### TASK PROMPT
If a line of the records contains the string "bends", copy it out.
■ ■ ■
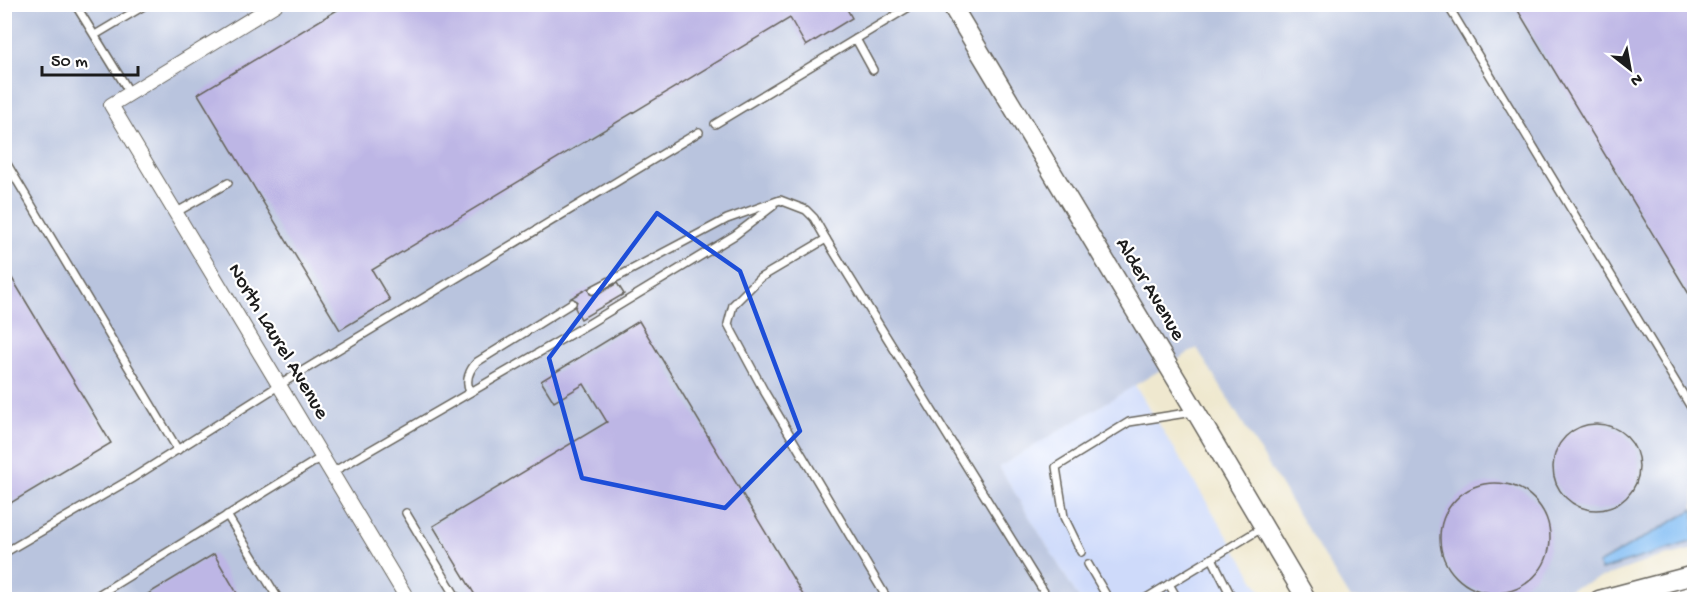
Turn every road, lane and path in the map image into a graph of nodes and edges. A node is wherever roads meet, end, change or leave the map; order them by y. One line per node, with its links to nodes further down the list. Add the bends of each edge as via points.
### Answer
1 (75, 4): 7 (lane)
2 (147, 4): 7 (lane)
3 (276, 4): 10 (street)
4 (914, 4): 8 (lane)
5 (1447, 4): 22 (lane)
6 (954, 6): 23 (main road, Alder Avenue)
7 (95, 35): 10 (lane)
8 (856, 39): 9 (lane); 11 (lane)
9 (873, 70)
10 (130, 93): 16 (street, North Laurel Avenue, via 111,105)
11 (715, 124)
12 (699, 132): 20 (lane)
13 (4, 159): 24 (lane)
14 (228, 183): 16 (lane)
15 (780, 200): 17 (lane, via 806,210); 18 (lane, via 727,219); 21 (lane, via 735,235)
16 (175, 213): 20 (street, North Laurel Avenue)
17 (826, 239): 42 (lane, via 760,278 733,305 728,324); 43 (lane)
18 (593, 290)
19 (572, 303): 21 (lane, via 477,362 468,376)
20 (279, 386): 24 (lane); 25 (street, North Laurel Avenue)
21 (470, 392): 26 (lane)
22 (1695, 410)
23 (1196, 412): 29 (main road, Alder Avenue); 30 (lane, via 1129,423 1056,467 1064,517)
24 (178, 450): 31 (lane)
25 (322, 457): 26 (street, North Laurel Avenue); 28 (lane)
26 (332, 473): 40 (street, North Laurel Avenue)
27 (406, 513): 41 (lane)
28 (227, 515): 38 (lane); 39 (lane)
29 (1264, 526): 32 (lane); 48 (main road, Alder Avenue)
30 (1081, 552)
31 (4, 553)
32 (1212, 558): 35 (lane); 37 (lane)
33 (1088, 564): 44 (lane)
34 (1695, 575): 49 (main road)
35 (1169, 584): 45 (lane); 46 (lane)
36 (1695, 595): 50 (main road)
37 (1232, 597): 47 (lane)
38 (90, 600)
39 (279, 600)
40 (408, 600)
41 (458, 600)
42 (888, 600)
43 (1049, 600)
44 (1109, 600)
45 (1143, 600)
46 (1178, 600)
47 (1221, 600)
48 (1307, 600)
49 (1599, 600)
50 (1676, 600)

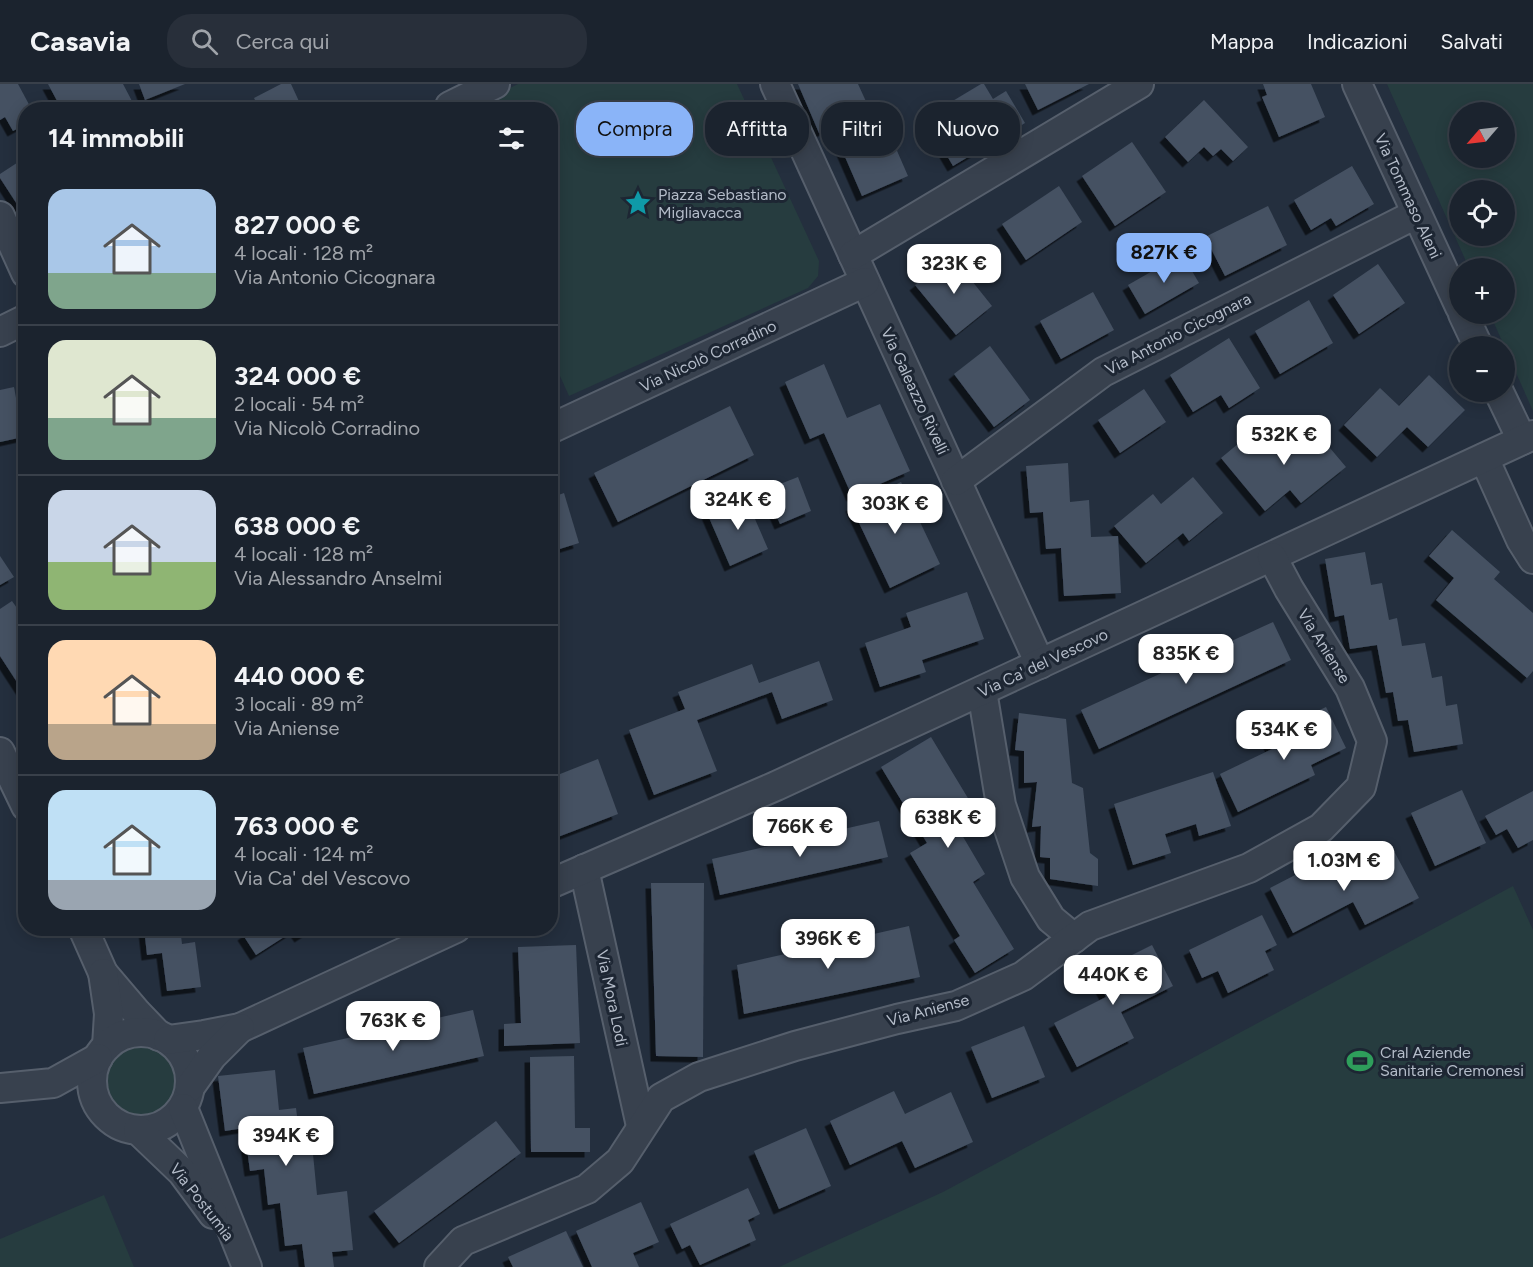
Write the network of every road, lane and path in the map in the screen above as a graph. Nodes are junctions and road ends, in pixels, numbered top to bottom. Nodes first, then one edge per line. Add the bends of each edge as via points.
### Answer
1 (495, 84) edge
2 (775, 84) edge
3 (1139, 84) edge
4 (1357, 84) edge
5 (448, 100) edge
6 (1416, 214) junction
7 (0, 216) edge
8 (18, 255) edge
9 (853, 255) junction
10 (866, 282) junction
11 (1449, 284) edge
12 (18, 323) edge
13 (0, 332) edge
14 (1505, 402) edge
15 (558, 425) edge
16 (1527, 438) edge
17 (1484, 458) junction
18 (956, 481) junction
19 (1272, 557) junction
20 (1533, 559) edge
21 (1040, 664) junction
22 (982, 691) junction
23 (0, 752) edge
24 (18, 789) edge
25 (584, 869) junction
26 (558, 881) edge
27 (87, 936) edge
28 (439, 936) edge
29 (1074, 938) junction
30 (103, 973) junction
31 (240, 1028) junction
32 (164, 1038) junction
33 (103, 1052) junction
34 (53, 1083) junction
35 (0, 1088) edge
36 (186, 1097) junction
37 (101, 1109) junction
38 (641, 1126) junction
39 (138, 1130) junction
40 (242, 1258) edge
41 (438, 1267) edge

1 - 5 street
2 - 9 street
3 - 9 street
4 - 6 street, Via Tommaso Aleni
6 - 11 street, Via Tommaso Aleni
6 - 18 street, Via Antonio Cicognara via 1103,372
7 - 8 street
9 - 10 street
10 - 15 street, Via Nicolò Corradino
10 - 18 street, Via Galeazzo Rivelli
12 - 13 street
14 - 16 street
16 - 17 street, Via Ca' del Vescovo
17 - 19 street, Via Ca' del Vescovo
17 - 20 street
18 - 21 street, Via Galeazzo Rivelli
19 - 21 street, Via Ca' del Vescovo
19 - 29 street, Via Aniense via 1350,688 1372,741 1361,787 1321,828 1249,868 1090,926
21 - 22 street, Via Ca' del Vescovo
22 - 25 street, Via Ca' del Vescovo
22 - 29 street via 1000,804 1025,877 1051,919
23 - 24 street
25 - 26 street, Via Ca' del Vescovo
25 - 38 street, Via Mora Lodi
27 - 30 street, Via Postumia
28 - 31 street
29 - 38 street, Via Aniense via 1023,976 956,1006 795,1046 699,1077 661,1098
30 - 32 street, Via Postumia
30 - 33 street via 109,1014
31 - 32 street
31 - 36 street via 212,1056
32 - 33 street via 146,1032 132,1033 119,1037
32 - 36 street, Via Postumia via 186,1060 190,1073
33 - 34 street
33 - 37 street via 93,1071 92,1084
34 - 35 street
34 - 37 street, Via Postumia
36 - 39 street via 174,1118 151,1130
36 - 40 street, Via Postumia
37 - 39 street, Via Postumia via 123,1127
38 - 41 street, Via Aniense via 620,1161 587,1189 463,1241
39 - 40 street, Via Postumia via 182,1172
■ ■ ■
### EXERCISE OUTPUT
Turn every road, lane and path in the map image into a graph of nodes and edges. A node is wherever roads meet, end, change or leave the map; order them by y. One line per node, with its links to nodes further down the list. Add the bends of each edge as via points.
Write the network of every road, lane and path in the map in the screen above as a graph. Nodes are junctions and road ends, in pixels, numbered top to bottom. Nodes first, then one edge per line. Add the bends of each edge as via points.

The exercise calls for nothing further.